Please look at the link in my sig for for the fully custom extensions, and that should explain it.
Quote:


> Originally Posted by *obsidian86*
> 
> i love the intricate detail you put into everything you do


I appreciate that man, I try to push my self constantly in whatever I do. I see all of these mods on MDPC and some work from the greats, and it makes me strive to push myself more and think more and more out of the box.


----------



## SushiDragon

Wow, I just started reading this thread thirty minutes ago, and I'm already done. I really like the way you sleeve cables. I haven't sleeved before since I'm a bit worried I might screw up something. Do you have a tutorial?









(Is sleeving any hard?)

Anyway, I also have a SE white 600T and I seriously want to mod mine now.









Great work on your system.

Edit: Saw your signature which had links for tutorials.


----------



## Tnt6200

Quote:


> Originally Posted by *Lutro0*
> 
> Ah, this mod was started before I started using the non-heatshrink method. For the record though, I enjoy both methods - just one takes way longer.
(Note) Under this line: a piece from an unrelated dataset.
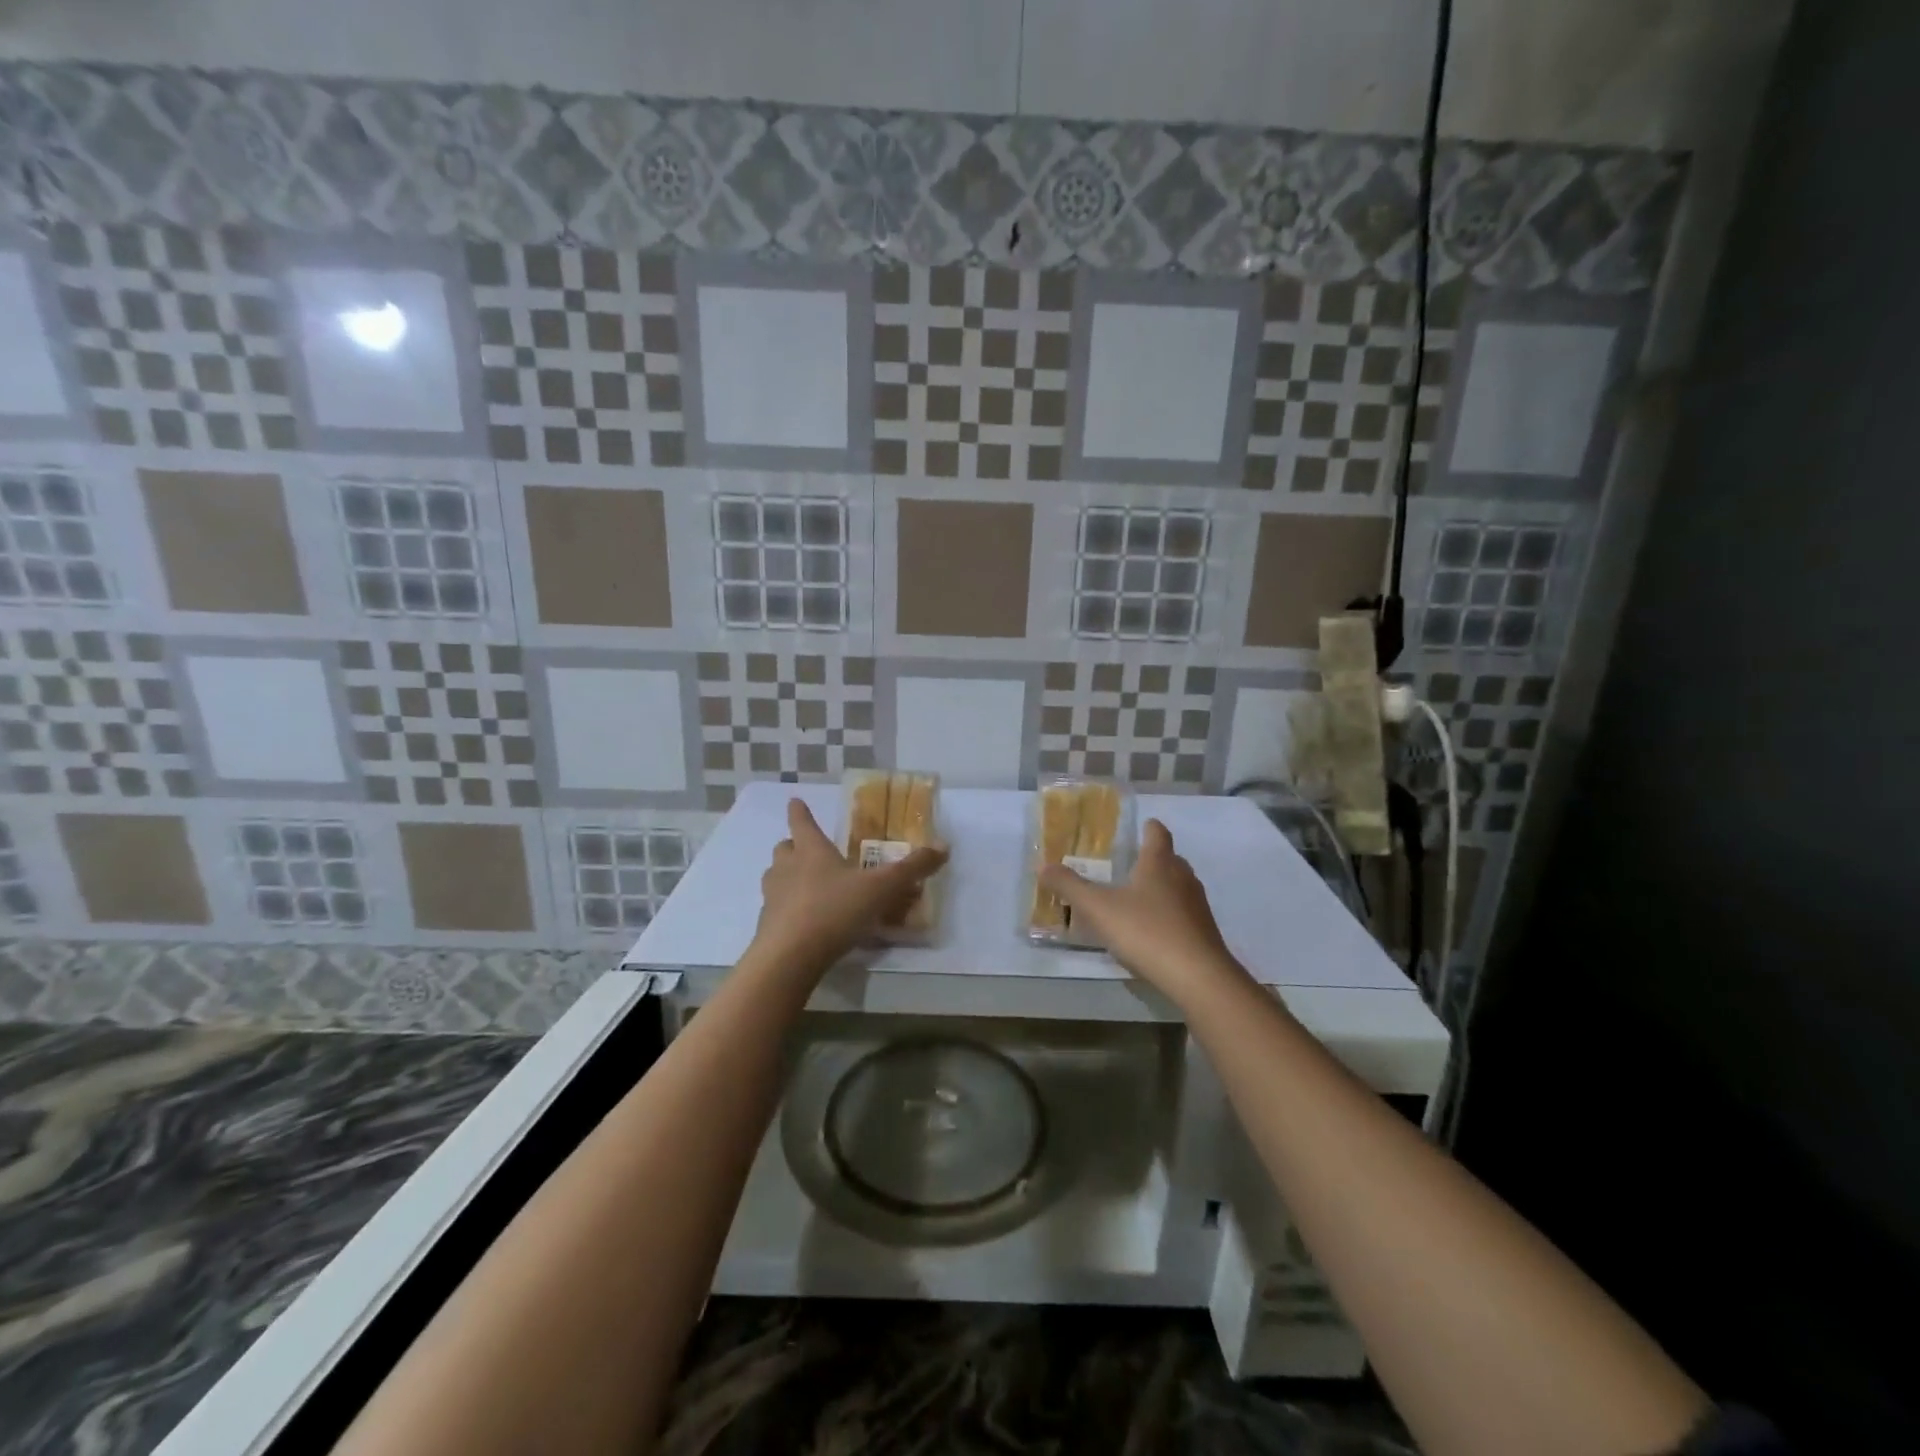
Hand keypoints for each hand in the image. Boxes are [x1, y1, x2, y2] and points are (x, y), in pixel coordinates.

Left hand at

Ahh...I guess you're just going to have to do another mod without heatshrink next.


----------



## rockcoeur

Quote:


> Originally Posted by *Lutro0*
> 
> And going to be doing some live sleeving right now join me @ http://www.justin.tv/lutro0


15 minutes after I went to bed! -_-'


----------



## Lutro0

Quote:


> Originally Posted by *SushiDragon*
> 
> Wow, I just started reading this thread thirty minutes ago, and I'm already done. I really like the way you sleeve cables. I haven't sleeved before since I'm a bit worried I might screw up something. Do you have a tutorial?
> 
> 
> 
> 
> 
> 
> 
> 
> 
> (Is sleeving any hard?)
> Anyway, I also have a SE white 600T and I seriously want to mod mine now.
> 
> 
> 
> 
> 
> 
> 
> 
> Great work on your system.
> Edit: Saw your signature which had links for tutorials.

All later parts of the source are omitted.